- _Task prompt_
Below are some entries. Copy each line in them that holds "roads".

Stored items
****************************************

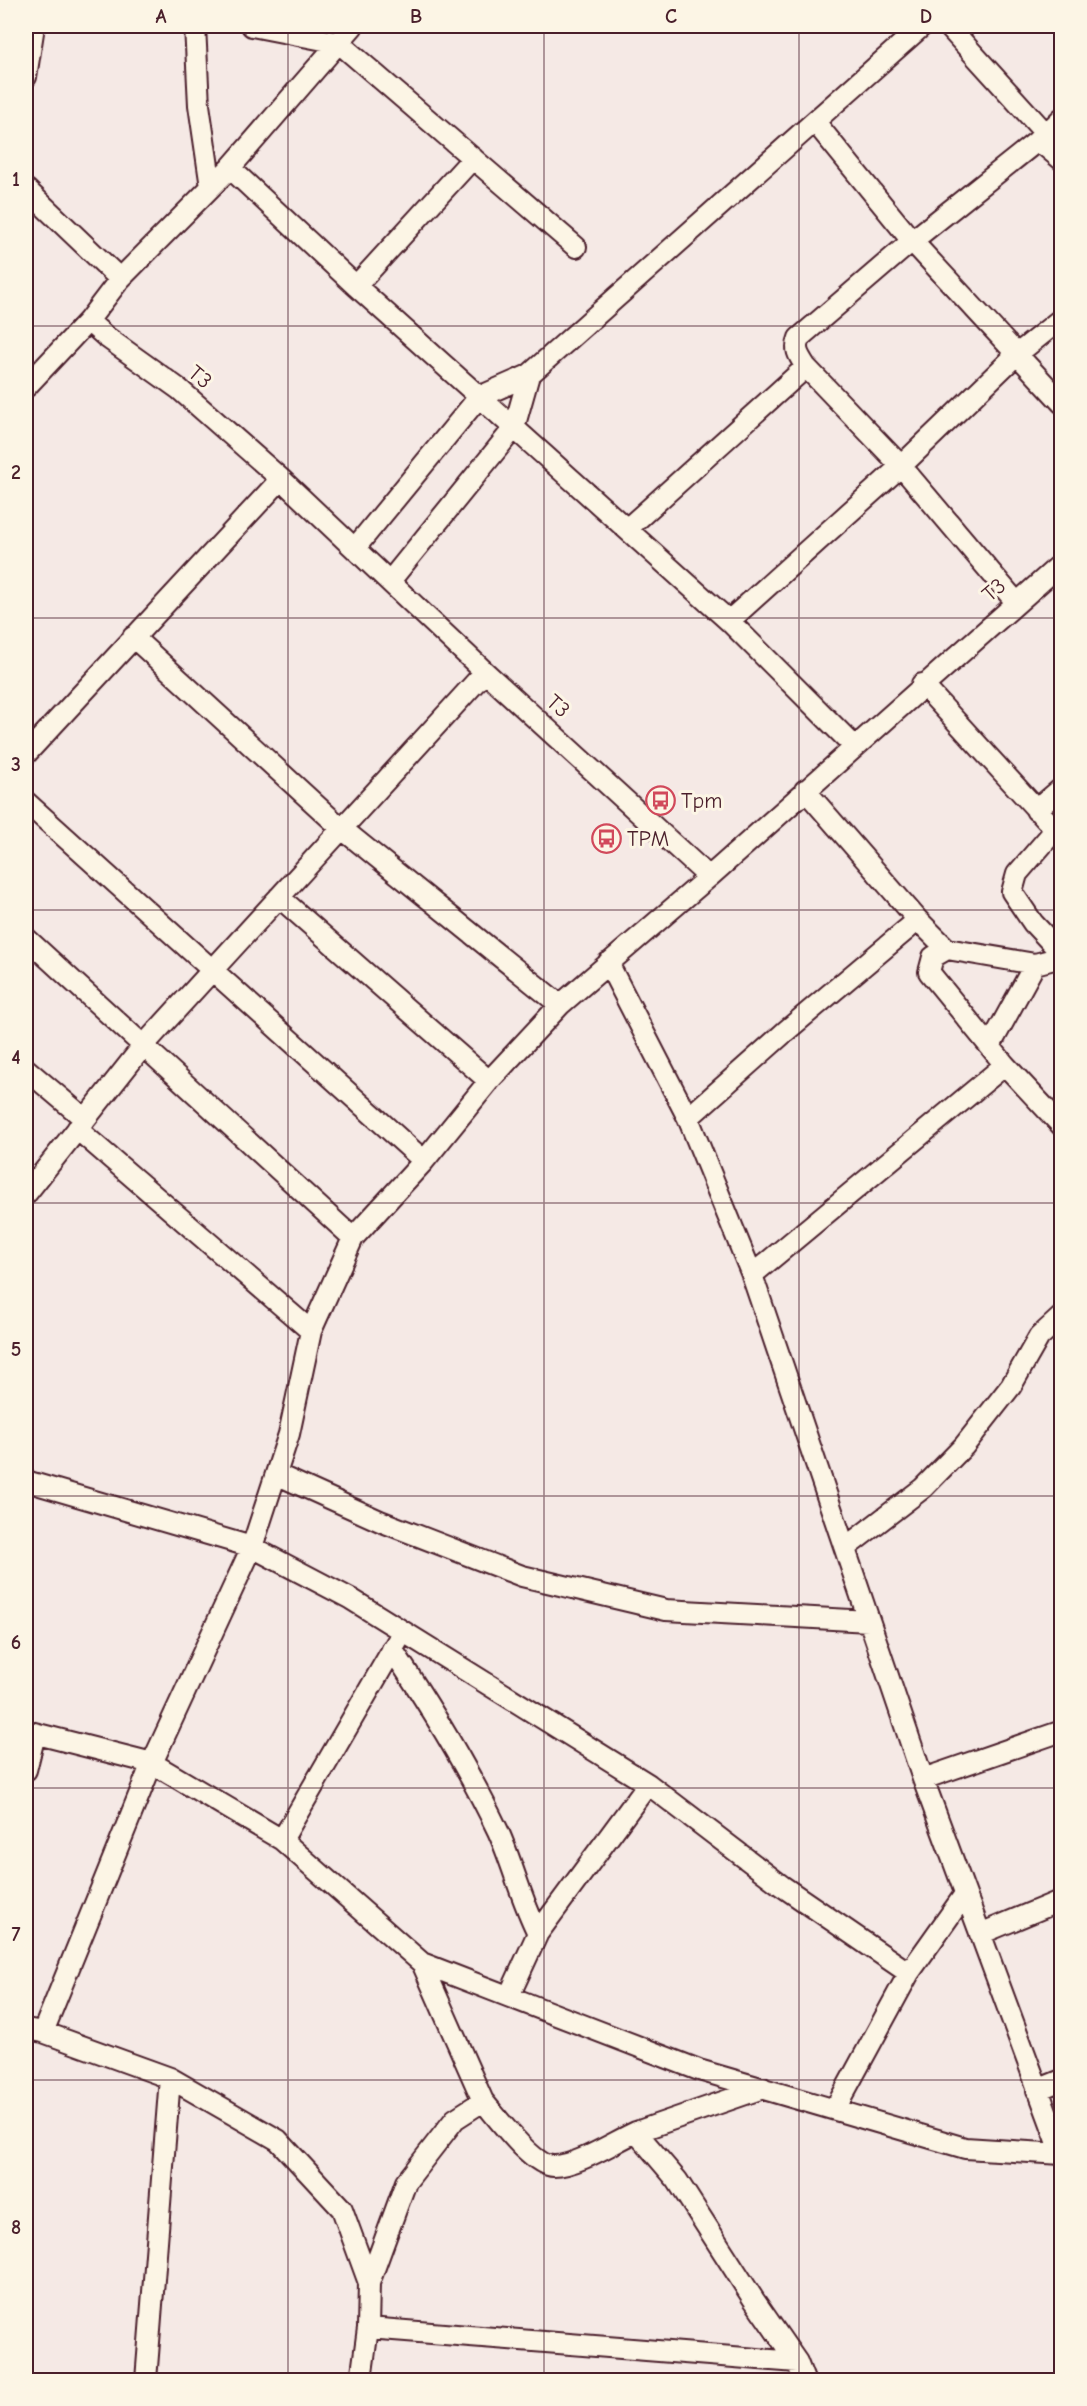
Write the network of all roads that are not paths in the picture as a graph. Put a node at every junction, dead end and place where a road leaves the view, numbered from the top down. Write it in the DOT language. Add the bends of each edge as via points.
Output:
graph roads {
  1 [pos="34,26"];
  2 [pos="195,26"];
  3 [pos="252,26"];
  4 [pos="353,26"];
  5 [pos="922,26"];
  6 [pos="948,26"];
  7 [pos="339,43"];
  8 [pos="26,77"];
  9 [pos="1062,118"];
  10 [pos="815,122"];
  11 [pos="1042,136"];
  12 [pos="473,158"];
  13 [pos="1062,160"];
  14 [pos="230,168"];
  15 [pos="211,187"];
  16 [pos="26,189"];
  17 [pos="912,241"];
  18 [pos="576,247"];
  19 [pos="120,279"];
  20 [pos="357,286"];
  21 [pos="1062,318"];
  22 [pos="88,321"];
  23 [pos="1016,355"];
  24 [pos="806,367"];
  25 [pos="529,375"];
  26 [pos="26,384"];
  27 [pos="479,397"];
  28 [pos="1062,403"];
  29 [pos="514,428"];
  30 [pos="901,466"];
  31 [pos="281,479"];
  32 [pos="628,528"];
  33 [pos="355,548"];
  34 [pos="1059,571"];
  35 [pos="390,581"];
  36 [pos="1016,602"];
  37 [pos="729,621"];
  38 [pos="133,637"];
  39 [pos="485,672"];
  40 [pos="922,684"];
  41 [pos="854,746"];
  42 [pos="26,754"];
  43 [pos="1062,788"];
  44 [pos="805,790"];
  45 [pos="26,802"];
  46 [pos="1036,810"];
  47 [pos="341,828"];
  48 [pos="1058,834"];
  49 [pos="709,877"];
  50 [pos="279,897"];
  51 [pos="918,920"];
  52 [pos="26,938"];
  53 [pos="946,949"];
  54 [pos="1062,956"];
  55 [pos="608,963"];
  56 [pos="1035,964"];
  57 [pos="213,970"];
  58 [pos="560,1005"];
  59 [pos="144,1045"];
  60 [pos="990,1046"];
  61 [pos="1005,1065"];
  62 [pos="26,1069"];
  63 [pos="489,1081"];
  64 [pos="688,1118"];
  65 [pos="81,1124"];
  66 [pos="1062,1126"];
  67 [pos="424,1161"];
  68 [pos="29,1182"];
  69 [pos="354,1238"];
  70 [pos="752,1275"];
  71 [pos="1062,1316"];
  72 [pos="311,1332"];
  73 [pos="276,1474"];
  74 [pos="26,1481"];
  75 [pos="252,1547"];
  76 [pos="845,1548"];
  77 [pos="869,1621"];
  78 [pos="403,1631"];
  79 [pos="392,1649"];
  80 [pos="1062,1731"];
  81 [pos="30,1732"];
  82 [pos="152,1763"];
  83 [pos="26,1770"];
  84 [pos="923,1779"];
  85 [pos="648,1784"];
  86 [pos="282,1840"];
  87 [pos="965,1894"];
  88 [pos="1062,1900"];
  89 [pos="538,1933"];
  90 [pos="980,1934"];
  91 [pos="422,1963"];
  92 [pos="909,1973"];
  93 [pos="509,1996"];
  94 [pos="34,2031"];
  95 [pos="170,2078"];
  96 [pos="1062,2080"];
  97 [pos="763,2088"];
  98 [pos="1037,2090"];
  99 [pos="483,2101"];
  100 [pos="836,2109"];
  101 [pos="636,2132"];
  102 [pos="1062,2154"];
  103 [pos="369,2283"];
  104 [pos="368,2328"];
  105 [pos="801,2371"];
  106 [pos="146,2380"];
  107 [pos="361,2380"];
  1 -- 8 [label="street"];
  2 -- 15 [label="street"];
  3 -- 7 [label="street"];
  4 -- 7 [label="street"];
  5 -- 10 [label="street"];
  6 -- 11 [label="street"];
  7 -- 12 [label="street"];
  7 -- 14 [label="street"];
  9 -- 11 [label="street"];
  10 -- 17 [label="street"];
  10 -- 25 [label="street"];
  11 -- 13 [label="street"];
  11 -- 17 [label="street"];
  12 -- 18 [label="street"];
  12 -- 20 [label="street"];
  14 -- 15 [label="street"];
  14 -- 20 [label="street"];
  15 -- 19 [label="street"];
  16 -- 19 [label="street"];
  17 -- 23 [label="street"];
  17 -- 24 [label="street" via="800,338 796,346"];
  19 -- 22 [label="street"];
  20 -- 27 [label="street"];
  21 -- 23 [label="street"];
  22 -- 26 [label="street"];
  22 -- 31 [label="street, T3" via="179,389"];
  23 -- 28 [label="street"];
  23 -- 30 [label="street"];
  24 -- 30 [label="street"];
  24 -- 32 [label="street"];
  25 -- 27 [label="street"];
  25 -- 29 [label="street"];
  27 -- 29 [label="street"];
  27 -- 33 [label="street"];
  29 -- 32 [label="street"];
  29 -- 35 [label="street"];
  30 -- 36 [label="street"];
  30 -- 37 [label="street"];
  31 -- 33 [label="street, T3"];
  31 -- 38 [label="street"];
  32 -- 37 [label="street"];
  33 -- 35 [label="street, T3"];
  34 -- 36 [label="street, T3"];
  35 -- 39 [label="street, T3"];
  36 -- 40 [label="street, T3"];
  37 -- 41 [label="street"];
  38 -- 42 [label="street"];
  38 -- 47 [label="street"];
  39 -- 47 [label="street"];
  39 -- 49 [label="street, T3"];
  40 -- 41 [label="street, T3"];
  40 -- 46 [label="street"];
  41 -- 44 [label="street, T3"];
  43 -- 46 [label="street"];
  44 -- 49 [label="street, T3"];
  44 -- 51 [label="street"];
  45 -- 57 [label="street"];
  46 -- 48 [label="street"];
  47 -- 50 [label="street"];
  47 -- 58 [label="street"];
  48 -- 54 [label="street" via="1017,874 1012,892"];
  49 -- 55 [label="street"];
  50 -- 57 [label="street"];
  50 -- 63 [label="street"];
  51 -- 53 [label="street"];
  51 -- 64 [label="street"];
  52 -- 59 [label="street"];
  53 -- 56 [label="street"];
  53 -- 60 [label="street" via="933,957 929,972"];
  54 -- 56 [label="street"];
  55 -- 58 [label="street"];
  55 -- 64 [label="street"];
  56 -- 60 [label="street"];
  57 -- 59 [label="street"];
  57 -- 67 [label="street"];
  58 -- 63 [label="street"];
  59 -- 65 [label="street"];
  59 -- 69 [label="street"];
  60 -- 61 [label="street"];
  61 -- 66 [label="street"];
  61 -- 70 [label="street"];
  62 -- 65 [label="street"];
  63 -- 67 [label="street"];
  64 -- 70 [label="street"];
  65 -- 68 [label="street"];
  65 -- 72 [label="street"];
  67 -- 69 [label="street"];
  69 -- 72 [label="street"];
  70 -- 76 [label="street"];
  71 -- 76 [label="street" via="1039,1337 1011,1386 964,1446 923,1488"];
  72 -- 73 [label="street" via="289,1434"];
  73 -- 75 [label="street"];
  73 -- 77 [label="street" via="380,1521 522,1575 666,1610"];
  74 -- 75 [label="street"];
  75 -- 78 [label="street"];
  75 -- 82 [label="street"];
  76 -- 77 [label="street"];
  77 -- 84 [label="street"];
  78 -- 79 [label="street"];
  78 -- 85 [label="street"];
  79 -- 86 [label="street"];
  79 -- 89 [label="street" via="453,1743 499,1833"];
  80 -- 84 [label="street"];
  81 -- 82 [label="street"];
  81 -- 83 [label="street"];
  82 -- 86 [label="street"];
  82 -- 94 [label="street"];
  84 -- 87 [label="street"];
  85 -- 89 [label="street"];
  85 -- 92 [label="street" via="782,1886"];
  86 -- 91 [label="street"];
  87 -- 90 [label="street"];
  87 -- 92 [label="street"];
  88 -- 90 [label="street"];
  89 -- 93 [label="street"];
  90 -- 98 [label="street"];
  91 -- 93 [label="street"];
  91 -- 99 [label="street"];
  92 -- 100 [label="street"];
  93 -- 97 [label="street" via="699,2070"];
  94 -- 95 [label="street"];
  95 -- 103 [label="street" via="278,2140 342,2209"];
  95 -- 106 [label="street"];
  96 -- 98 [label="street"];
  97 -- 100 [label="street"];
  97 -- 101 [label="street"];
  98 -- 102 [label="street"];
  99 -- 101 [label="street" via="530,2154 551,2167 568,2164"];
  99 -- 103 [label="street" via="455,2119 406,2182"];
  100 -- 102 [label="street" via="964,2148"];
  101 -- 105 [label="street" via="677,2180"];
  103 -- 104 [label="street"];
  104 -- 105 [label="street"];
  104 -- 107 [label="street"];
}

****************************************

- _Solution for this exercise_
Write the network of all roads that are not paths in the picture as a graph. Put a node at every junction, dead end and place where a road leaves the view, numbered from the top down. Write it in the DOT language. Add the bends of each edge as via points.
graph roads {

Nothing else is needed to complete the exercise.